> _Task to complete_:
With pictures left out, set down every record word for word.

> _Exercise inputs_:

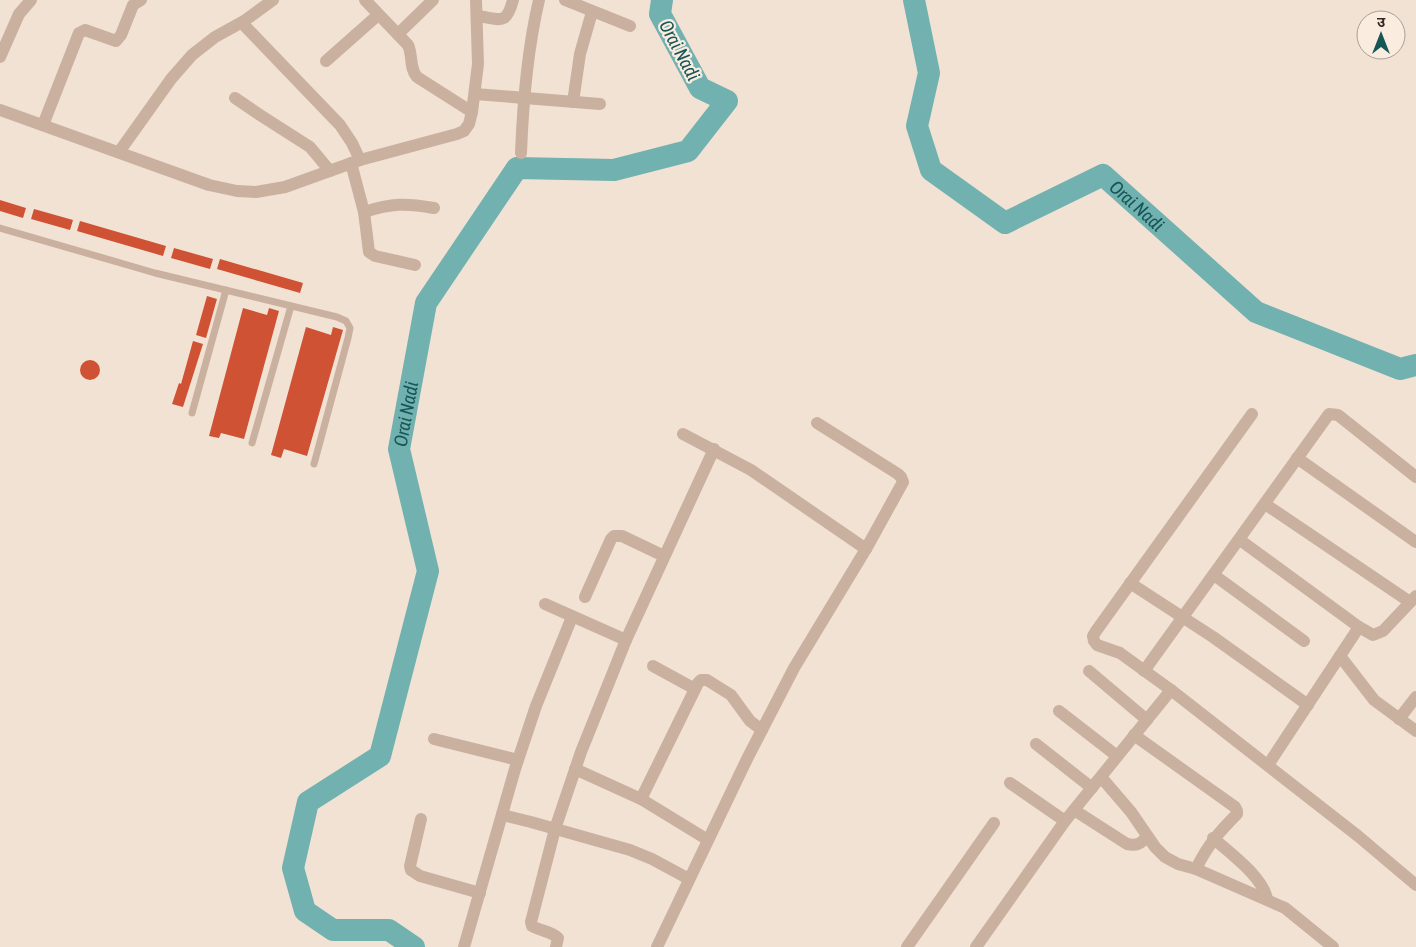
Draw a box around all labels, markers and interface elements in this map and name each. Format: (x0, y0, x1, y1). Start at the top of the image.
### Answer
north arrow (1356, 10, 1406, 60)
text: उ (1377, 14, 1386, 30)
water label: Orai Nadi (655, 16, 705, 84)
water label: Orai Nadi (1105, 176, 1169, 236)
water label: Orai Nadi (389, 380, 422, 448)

> _Solution for this problem_:
Draw a box around all labels, markers and interface elements in this map and name each. Format: (x0, y0, x1, y1). Start at the top of the image.
### Answer
north arrow (1356, 10, 1406, 60)
text: उ (1377, 14, 1386, 30)
water label: Orai Nadi (655, 16, 705, 84)
water label: Orai Nadi (1105, 176, 1169, 236)
water label: Orai Nadi (389, 380, 422, 448)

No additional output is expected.